Mr Nag’s book – his third, the first two being on Satyam and Telengana – was launched in Mumbai at the NCPA on Monday along with a panel discussion hosted by publishers Lotus Roli, the NCPA and Literature Live.

 

In this exchange with MxMIndia, Mr Nag is candid about why it took so long for him to write the book, his views on the Gujarat strongman and whether he thinks the CM can be PM

 

It’s been a while since you moved on from Gujarat, and Narendra Modi has been in the news all these years. Of course now the stakes are higher given his being a Prime Minister-in-waiting. What took you so long to write the book?

My first attempt to publish a book on Modi was in 2002 right after the riots. I met a publisher, a leading one, with a chapter that I had written.  The publisher, the lead man who was also the owner read the chapter and said it was great.  But he said he wanted a pro-Modi book written because Modi was being bashed too much. Disgusted I left. I had no experience in book writing so I did not persist.  Three years later I was introduced to the chief editor of one of the top publishing firms. We started talking. I gave him a concept note and chapterization. After a while the guy got back to me and said no this book will make a hero out of Modi. I don’t want it. It was in my third attempt in 2011 did I find a publisher. That’s the reason for the book taking so long.

 

What reviewers say
Definitive must-read book: Ranjona Banerji in Sunday Mid-DayShort and balanced account: Rohit Bansal in Gulf Today

 

You’ve watched him up-close when you were in Ahmedabad, editing The Times of India. Do you see a difference in Mr Modi from then to now?
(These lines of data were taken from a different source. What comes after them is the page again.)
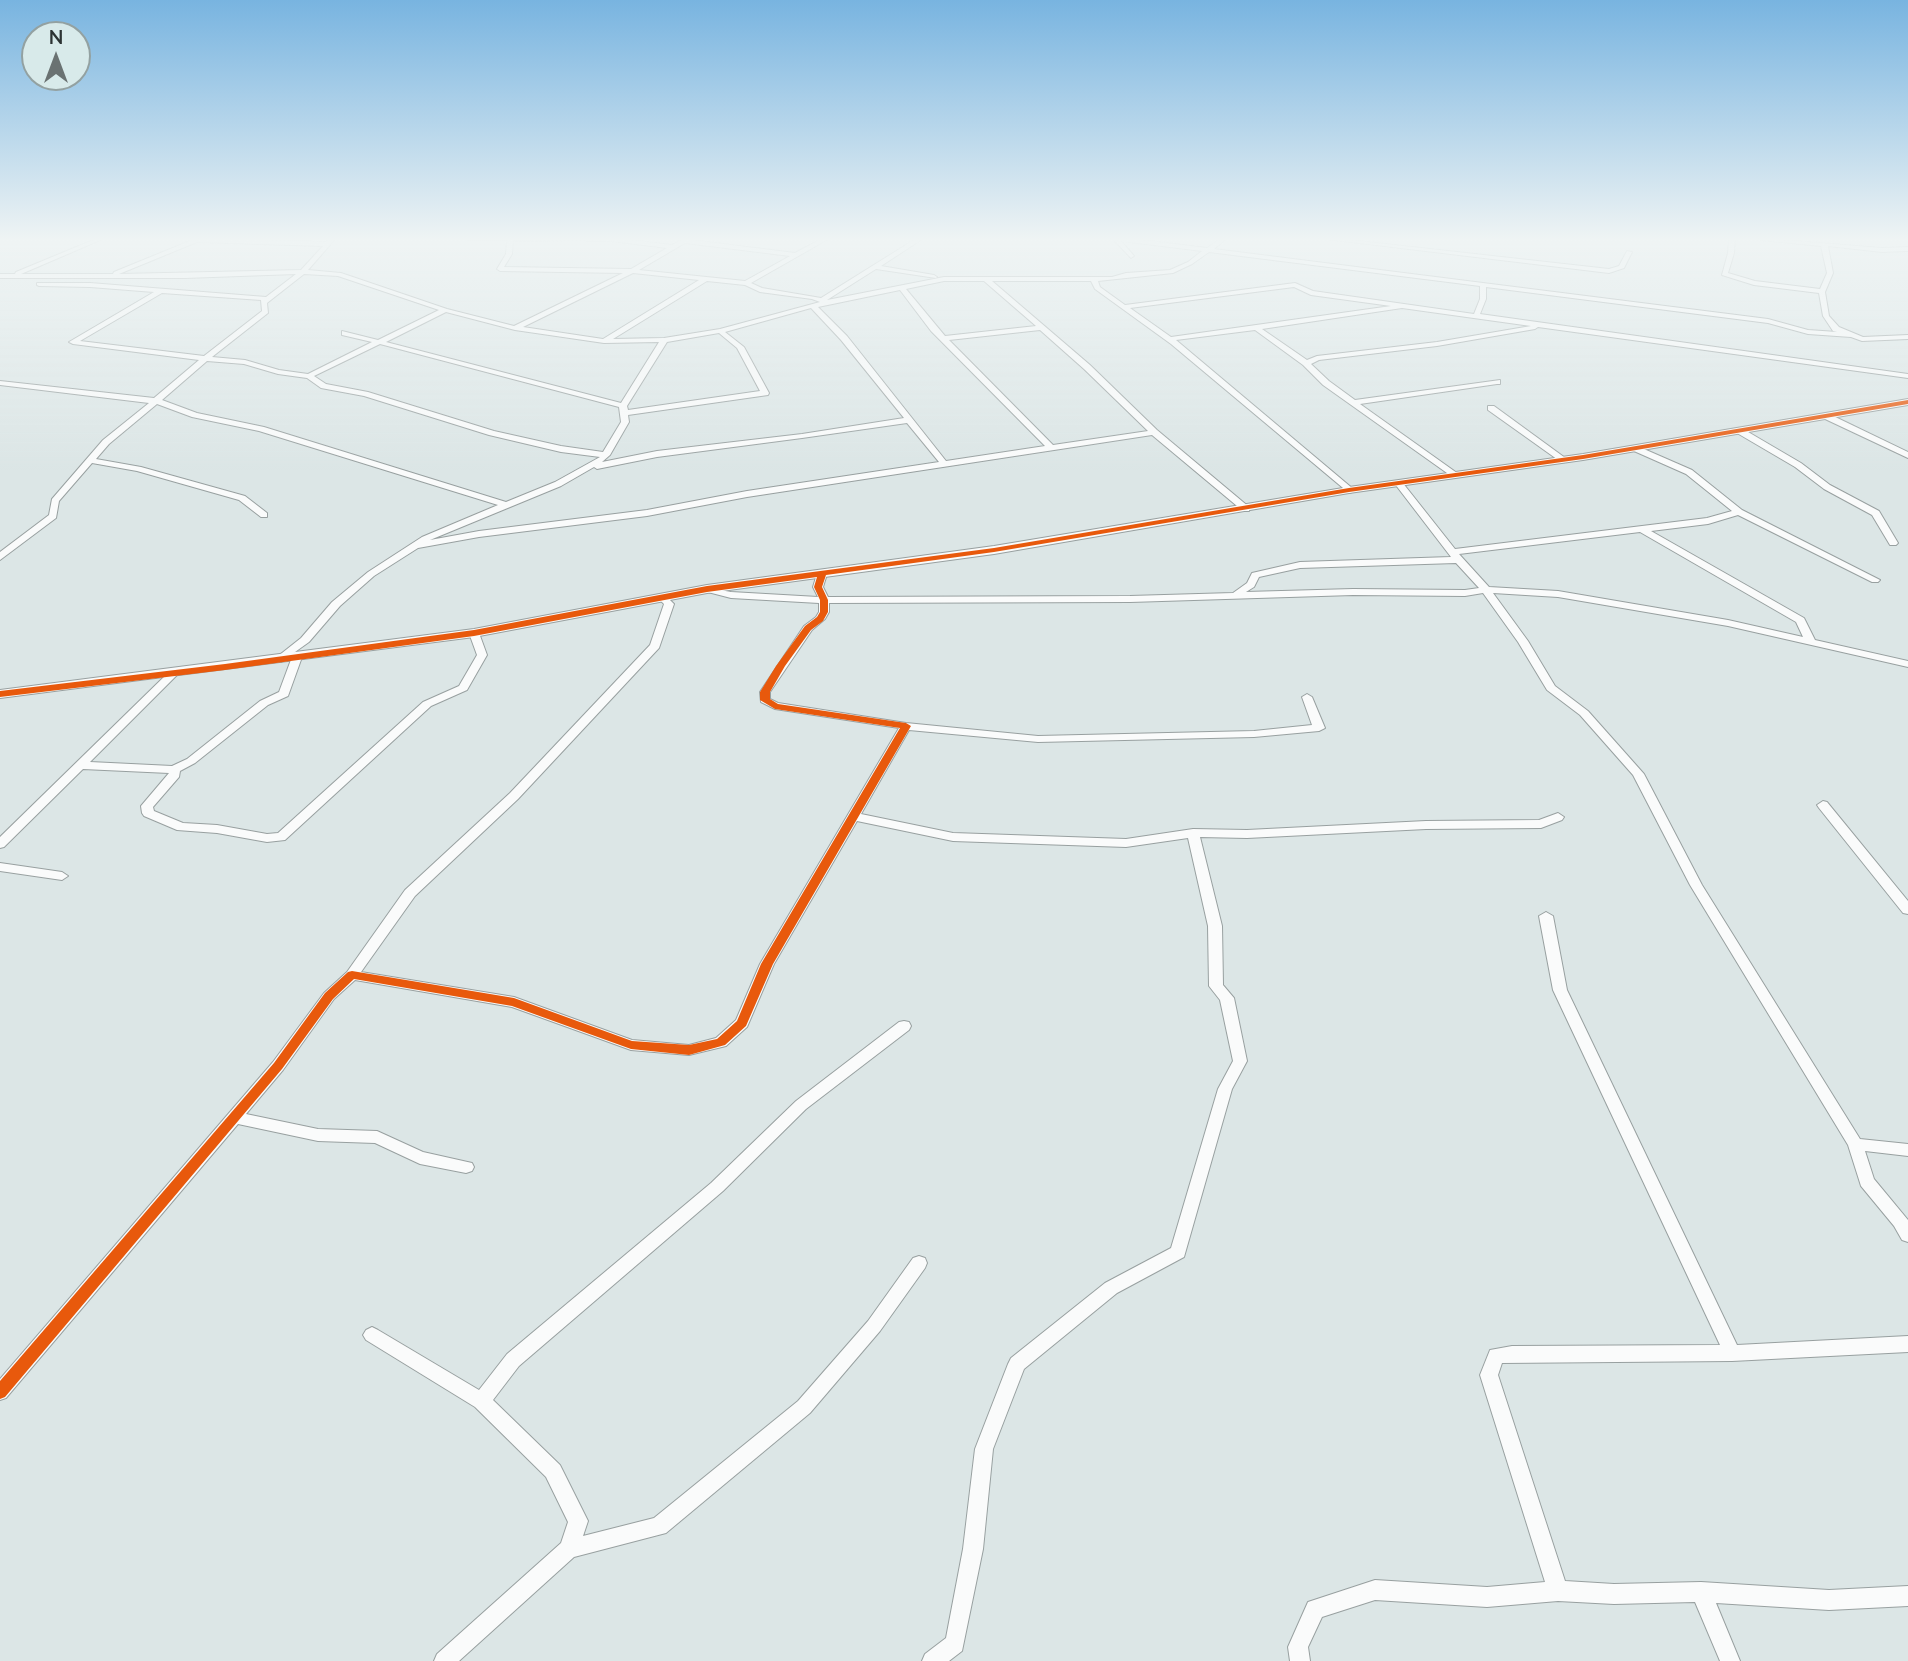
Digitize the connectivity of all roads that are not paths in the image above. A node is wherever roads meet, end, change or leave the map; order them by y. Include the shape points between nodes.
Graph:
1 (118, 316) edge
2 (261, 316) edge
3 (434, 316) edge
4 (466, 316) edge
5 (541, 316) edge
6 (646, 316) edge
7 (781, 316) edge
8 (822, 316) edge
9 (925, 316) edge
10 (1026, 316) edge
11 (1136, 316) edge
12 (1351, 316) edge
13 (1476, 316) edge
14 (1723, 316) edge
15 (1826, 316) edge
16 (1539, 325) junction
17 (515, 328) junction
18 (1040, 328) junction
19 (1256, 328) junction
20 (720, 331) junction
21 (345, 334) dead end
22 (1851, 335) junction
23 (1908, 337) edge
24 (944, 338) junction
25 (664, 340) junction
26 (1169, 340) junction
27 (604, 341) junction
28 (381, 342) junction
29 (204, 359) junction
30 (1306, 363) junction
31 (309, 376) junction
32 (1908, 376) edge
33 (1497, 382) dead end
34 (0, 383) edge
35 (156, 401) junction
36 (1356, 402) junction
37 (1908, 402) edge
38 (1491, 408) dead end
39 (625, 410) junction
40 (1825, 416) junction
41 (908, 420) junction
42 (1740, 431) junction
43 (1154, 432) junction
44 (1051, 448) junction
45 (1637, 449) junction
46 (606, 455) junction
47 (1908, 455) edge
48 (90, 460) junction
49 (1564, 460) junction
50 (945, 465) junction
51 (589, 468) junction
52 (1454, 475) junction
53 (1399, 484) junction
54 (1349, 490) junction
55 (506, 505) junction
56 (1246, 509) junction
57 (1739, 512) junction
58 (264, 515) dead end
59 (1641, 529) junction
60 (1893, 543) dead end
61 (419, 545) junction
62 (0, 556) edge
63 (1456, 556) junction
64 (822, 574) junction
65 (1875, 580) dead end
66 (708, 589) junction
67 (1486, 590) junction
68 (1235, 596) junction
69 (663, 597) junction
70 (824, 600) junction
71 (474, 634) junction
72 (1811, 642) junction
73 (297, 657) junction
74 (281, 659) junction
75 (1908, 664) edge
76 (173, 674) junction
77 (0, 694) edge
78 (1307, 697) dead end
79 (906, 726) junction
80 (79, 765) junction
81 (174, 770) junction
82 (1823, 805) dead end
83 (852, 816) junction
84 (1558, 817) dead end
85 (1193, 833) junction
86 (0, 844) edge
87 (0, 867) edge
88 (62, 876) dead end
89 (1908, 910) edge
90 (1546, 916) dead end
91 (352, 975) junction
92 (904, 1026) dead end
93 (234, 1117) junction
94 (1855, 1144) junction
95 (1908, 1150) edge
96 (466, 1167) dead end
97 (1908, 1235) edge
98 (919, 1263) dead end
99 (372, 1335) dead end
100 (1908, 1344) edge
101 (1732, 1353) junction
102 (0, 1392) edge
103 (481, 1401) junction
104 (569, 1549) junction
105 (1558, 1591) junction
106 (1701, 1592) junction
107 (1908, 1596) edge
108 (444, 1661) edge
109 (932, 1661) edge
110 (1300, 1661) edge
111 (1730, 1661) edge

1 - 29 street via 73,342
2 - 29 street
3 - 28 street
4 - 17 street
5 - 17 street
6 - 27 street
7 - 20 street
8 - 41 street
9 - 24 street
10 - 18 street
11 - 26 street
12 - 19 street
13 - 16 street
14 - 22 street via 1808,332
15 - 22 street via 1836,329
16 - 30 street
16 - 32 street
17 - 27 street
18 - 24 street
18 - 43 street
19 - 26 street
19 - 30 street
20 - 25 street
20 - 39 street via 740,347 765,393
21 - 28 street
22 - 23 street via 1862,339
24 - 44 street
25 - 27 street
25 - 39 street
26 - 54 street
28 - 31 street
28 - 39 street
29 - 31 street via 245,362
29 - 35 street
30 - 36 street
31 - 46 street via 324,386 492,433
33 - 36 street
34 - 35 street
35 - 48 street
35 - 55 street
36 - 52 street
37 - 40 street
38 - 49 street
39 - 46 street via 625,422
40 - 42 street
40 - 47 street
41 - 50 street
41 - 51 street via 657,454
42 - 45 street
42 - 60 street via 1877,513
43 - 44 street
43 - 56 street
44 - 50 street
45 - 49 street
45 - 57 street via 1689,472
46 - 51 street
48 - 58 street via 242,498
48 - 62 street via 55,501 53,516
49 - 52 street
50 - 61 street
51 - 55 street
52 - 53 street
53 - 54 street
53 - 63 street
54 - 56 street
55 - 61 street
56 - 64 street
57 - 59 street via 1708,521
57 - 65 street
59 - 63 street
59 - 72 street via 1800,620
61 - 74 street via 371,575
63 - 67 street
63 - 68 street via 1300,565 1255,575 1251,585
64 - 66 street
64 - 70 street via 818,587
66 - 69 street
66 - 70 street via 731,595
67 - 68 street
67 - 72 street via 1584,598
67 - 94 street via 1551,688 1584,713 1638,774 1696,885
68 - 70 street
69 - 71 street
69 - 91 street via 668,604 655,646 514,796 411,893
70 - 79 street via 820,620 808,628 780,666 765,700 775,706
71 - 73 street
71 - 81 street via 482,655 463,688 428,704 281,836 181,827 148,813 147,806 175,775
72 - 75 street
73 - 74 street
73 - 81 street via 284,694 264,703
74 - 76 street
76 - 77 street
76 - 80 street
78 - 79 street via 1319,728 1038,739
79 - 83 street
80 - 81 street
80 - 86 street
82 - 89 street
83 - 85 street via 967,837 1126,844
83 - 91 street via 767,964 741,1023 721,1042 689,1050 631,1045 514,1002
84 - 85 street via 1541,824
85 - 109 street via 1215,926 1216,986 1227,998 1240,1061 1225,1089 1178,1252 1111,1288 1017,1364 984,1449 973,1549 955,1644
87 - 88 street
90 - 101 street via 1560,990
91 - 93 street via 329,996
92 - 103 street via 801,1105 717,1187 513,1360
93 - 96 street via 318,1135 377,1137 420,1158
93 - 102 street
94 - 95 street
94 - 97 street via 1867,1182
98 - 104 street via 874,1326 804,1407 669,1518 659,1526
99 - 103 street
100 - 101 street
101 - 105 street via 1496,1356 1489,1375
103 - 104 street via 553,1471 578,1521
104 - 108 street
105 - 106 street
105 - 110 street via 1487,1597 1375,1590 1315,1609 1298,1647
106 - 107 street via 1829,1600
106 - 111 street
The basic character of the man has not changed. But after having said that today he is a far more confident man than what he was ten years ago. His body language shows that. His lean mean frame has undergone a metamorphosis. He looks visibly more prosperous. He is today more authoritarian than before. However, it is a fact that he is less inviting of the press than he was a decade ago. That’s because of the riots and Modi is ill at ease answering questions about 2002. So he is apprehensive of media interviews especially meeting national mediapersons.

 

So did you interview him again for the book?

No, I did not interview Modi again.

 

In an attempt to be neutral, have you gone a little soft on Mr Modi? Given that your personal views on the CM (especially when you were editing TOI in A’bad) were reportedly dramatically different.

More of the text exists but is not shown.